Stored data entries
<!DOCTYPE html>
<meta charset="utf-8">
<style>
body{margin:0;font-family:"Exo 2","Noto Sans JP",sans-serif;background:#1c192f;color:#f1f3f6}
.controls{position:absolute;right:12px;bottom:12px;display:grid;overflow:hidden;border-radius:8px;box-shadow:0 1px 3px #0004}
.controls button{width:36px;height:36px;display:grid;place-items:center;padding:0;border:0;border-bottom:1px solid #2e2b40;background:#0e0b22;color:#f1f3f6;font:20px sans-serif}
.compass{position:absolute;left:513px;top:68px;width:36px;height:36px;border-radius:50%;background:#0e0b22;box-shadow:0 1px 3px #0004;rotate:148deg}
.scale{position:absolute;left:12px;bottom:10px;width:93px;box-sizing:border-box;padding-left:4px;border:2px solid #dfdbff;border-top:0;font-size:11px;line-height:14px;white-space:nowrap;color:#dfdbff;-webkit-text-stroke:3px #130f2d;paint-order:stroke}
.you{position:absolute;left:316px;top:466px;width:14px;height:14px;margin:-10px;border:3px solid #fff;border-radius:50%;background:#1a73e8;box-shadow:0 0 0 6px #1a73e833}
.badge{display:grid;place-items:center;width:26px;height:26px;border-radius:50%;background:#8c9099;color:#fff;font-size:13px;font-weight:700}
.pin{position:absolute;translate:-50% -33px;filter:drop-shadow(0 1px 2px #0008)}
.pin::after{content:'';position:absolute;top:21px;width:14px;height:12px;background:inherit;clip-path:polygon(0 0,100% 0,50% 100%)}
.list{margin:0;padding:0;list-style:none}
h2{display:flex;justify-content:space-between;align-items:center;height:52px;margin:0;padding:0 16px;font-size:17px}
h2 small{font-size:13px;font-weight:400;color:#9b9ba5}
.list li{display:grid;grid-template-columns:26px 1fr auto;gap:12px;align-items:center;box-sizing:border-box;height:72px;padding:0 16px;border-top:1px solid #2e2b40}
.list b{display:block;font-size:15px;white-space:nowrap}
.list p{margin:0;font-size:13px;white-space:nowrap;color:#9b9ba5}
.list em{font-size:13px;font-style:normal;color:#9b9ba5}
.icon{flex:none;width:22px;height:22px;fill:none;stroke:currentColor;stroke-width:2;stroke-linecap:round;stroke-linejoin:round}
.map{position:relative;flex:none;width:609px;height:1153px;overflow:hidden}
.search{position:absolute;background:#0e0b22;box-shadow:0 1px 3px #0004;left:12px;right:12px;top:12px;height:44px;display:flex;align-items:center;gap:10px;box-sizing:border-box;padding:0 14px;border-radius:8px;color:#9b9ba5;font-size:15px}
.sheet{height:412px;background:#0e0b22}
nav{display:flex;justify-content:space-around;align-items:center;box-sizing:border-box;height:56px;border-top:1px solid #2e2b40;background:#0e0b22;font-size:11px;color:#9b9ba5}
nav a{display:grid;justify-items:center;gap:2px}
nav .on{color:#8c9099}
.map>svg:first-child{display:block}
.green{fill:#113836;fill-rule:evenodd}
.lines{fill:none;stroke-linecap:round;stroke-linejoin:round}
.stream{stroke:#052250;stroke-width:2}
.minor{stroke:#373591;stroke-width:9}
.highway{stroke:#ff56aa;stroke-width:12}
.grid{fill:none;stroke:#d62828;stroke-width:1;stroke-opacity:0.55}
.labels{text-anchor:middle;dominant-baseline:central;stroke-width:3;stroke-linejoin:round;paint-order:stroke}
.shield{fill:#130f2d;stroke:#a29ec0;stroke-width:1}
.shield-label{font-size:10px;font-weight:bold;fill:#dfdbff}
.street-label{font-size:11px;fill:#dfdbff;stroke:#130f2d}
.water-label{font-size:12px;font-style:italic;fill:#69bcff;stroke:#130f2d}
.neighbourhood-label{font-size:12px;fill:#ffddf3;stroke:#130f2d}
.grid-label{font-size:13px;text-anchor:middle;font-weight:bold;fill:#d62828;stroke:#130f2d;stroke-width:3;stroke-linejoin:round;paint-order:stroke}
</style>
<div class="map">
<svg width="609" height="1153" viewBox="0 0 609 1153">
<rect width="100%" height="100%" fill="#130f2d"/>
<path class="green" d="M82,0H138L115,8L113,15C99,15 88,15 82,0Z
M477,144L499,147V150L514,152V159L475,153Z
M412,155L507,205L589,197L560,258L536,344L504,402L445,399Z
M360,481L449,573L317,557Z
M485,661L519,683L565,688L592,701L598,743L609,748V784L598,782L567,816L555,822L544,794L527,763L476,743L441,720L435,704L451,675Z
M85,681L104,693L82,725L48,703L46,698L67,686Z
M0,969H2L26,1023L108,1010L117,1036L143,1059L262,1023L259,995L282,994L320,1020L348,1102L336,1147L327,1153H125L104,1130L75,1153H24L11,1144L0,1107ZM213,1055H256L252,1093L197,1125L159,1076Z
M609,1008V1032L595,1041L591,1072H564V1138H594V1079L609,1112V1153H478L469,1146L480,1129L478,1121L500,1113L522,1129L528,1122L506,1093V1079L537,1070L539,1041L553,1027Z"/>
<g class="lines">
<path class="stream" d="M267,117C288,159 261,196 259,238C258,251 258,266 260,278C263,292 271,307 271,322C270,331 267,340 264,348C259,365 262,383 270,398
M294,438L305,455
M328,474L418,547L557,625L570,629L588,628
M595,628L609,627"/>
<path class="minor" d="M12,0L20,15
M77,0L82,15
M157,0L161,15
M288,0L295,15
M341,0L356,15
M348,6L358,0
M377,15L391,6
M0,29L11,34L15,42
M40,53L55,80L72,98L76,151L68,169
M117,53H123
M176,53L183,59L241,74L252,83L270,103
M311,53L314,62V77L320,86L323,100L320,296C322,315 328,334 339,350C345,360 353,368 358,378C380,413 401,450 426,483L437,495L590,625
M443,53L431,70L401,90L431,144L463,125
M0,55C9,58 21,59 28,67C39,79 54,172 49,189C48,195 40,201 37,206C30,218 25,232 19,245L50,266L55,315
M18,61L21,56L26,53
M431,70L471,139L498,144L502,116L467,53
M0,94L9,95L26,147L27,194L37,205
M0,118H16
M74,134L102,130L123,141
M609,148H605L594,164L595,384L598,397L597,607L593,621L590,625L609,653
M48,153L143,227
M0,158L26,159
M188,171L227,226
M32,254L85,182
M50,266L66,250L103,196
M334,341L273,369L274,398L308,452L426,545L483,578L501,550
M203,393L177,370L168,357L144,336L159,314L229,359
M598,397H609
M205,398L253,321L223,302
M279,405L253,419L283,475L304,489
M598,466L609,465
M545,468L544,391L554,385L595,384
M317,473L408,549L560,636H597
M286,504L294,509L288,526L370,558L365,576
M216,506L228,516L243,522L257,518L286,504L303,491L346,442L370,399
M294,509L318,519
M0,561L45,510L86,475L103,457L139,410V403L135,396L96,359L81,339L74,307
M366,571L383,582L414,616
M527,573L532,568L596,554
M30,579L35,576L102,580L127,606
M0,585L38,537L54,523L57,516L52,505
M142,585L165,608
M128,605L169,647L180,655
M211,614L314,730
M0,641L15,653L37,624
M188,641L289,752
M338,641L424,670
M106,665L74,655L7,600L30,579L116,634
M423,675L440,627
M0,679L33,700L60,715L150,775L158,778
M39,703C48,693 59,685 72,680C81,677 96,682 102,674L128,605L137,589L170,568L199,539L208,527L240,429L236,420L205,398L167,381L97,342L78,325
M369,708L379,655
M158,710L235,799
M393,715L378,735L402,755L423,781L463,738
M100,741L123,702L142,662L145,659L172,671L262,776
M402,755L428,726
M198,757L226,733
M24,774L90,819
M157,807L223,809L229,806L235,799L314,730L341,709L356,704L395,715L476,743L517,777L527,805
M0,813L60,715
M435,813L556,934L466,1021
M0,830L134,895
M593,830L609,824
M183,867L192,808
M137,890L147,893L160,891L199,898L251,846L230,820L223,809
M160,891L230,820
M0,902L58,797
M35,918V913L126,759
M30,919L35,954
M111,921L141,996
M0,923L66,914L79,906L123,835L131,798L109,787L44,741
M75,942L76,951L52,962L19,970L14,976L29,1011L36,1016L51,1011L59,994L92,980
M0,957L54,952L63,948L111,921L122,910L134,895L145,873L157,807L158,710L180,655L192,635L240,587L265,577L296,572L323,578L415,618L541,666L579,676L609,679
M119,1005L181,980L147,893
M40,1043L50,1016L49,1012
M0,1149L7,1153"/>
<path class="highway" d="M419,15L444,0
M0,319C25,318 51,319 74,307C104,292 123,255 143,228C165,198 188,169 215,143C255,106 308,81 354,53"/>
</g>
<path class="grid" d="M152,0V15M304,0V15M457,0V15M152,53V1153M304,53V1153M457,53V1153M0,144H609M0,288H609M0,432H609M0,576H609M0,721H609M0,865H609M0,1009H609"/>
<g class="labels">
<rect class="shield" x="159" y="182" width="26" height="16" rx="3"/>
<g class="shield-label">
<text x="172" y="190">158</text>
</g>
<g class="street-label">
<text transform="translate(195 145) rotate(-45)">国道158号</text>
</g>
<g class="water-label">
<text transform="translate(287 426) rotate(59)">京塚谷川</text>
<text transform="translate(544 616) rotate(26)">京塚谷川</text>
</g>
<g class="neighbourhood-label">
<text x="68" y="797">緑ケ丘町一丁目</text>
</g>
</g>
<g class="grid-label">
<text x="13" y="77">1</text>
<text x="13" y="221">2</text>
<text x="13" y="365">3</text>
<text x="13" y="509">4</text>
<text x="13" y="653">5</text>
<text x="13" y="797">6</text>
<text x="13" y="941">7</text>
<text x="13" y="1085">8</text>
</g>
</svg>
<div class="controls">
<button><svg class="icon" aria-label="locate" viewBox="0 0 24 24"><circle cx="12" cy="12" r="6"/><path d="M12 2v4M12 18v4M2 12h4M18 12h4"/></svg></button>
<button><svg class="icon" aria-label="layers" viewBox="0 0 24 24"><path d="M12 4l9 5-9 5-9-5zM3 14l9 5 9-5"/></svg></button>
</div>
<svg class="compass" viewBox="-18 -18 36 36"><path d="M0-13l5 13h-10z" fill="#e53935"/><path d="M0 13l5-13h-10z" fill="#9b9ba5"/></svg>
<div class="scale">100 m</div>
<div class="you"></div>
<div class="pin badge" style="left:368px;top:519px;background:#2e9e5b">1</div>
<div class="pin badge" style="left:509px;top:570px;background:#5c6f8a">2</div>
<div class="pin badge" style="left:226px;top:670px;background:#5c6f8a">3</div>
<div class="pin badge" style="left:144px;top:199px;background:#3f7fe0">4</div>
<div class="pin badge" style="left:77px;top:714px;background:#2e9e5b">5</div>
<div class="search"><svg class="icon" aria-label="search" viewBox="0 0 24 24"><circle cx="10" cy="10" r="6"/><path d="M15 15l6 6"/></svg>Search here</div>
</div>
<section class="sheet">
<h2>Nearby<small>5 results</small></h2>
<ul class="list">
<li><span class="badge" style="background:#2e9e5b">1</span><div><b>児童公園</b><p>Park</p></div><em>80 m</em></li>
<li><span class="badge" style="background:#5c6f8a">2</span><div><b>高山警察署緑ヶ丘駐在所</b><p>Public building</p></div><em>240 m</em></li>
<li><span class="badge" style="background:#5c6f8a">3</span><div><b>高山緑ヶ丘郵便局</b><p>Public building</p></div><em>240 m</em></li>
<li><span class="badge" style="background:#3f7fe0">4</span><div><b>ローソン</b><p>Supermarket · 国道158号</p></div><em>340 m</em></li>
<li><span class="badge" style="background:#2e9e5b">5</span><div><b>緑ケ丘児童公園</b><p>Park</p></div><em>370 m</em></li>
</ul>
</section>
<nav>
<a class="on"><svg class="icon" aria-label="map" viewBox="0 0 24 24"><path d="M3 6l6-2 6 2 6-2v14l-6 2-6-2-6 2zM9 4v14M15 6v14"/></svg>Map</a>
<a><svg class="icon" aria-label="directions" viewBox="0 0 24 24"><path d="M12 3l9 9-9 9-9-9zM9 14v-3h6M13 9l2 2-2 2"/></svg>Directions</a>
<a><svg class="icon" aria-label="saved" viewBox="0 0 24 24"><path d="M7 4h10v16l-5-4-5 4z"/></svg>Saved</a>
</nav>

Exercise ▸
Whenever the string "radius" occurs in a line of the entries above, copy that line.

Response area ▸
.controls{position:absolute;right:12px;bottom:12px;display:grid;overflow:hidden;border-radius:8px;box-shadow:0 1px 3px #0004}
.compass{position:absolute;left:513px;top:68px;width:36px;height:36px;border-radius:50%;background:#0e0b22;box-shadow:0 1px 3px #0004;rotate:148deg}
.you{position:absolute;left:316px;top:466px;width:14px;height:14px;margin:-10px;border:3px solid #fff;border-radius:50%;background:#1a73e8;box-shadow:0 0 0 6px #1a73e833}
.badge{display:grid;place-items:center;width:26px;height:26px;border-radius:50%;background:#8c9099;color:#fff;font-size:13px;font-weight:700}
.search{position:absolute;background:#0e0b22;box-shadow:0 1px 3px #0004;left:12px;right:12px;top:12px;height:44px;display:flex;align-items:center;gap:10px;box-sizing:border-box;padding:0 14px;border-radius:8px;color:#9b9ba5;font-size:15px}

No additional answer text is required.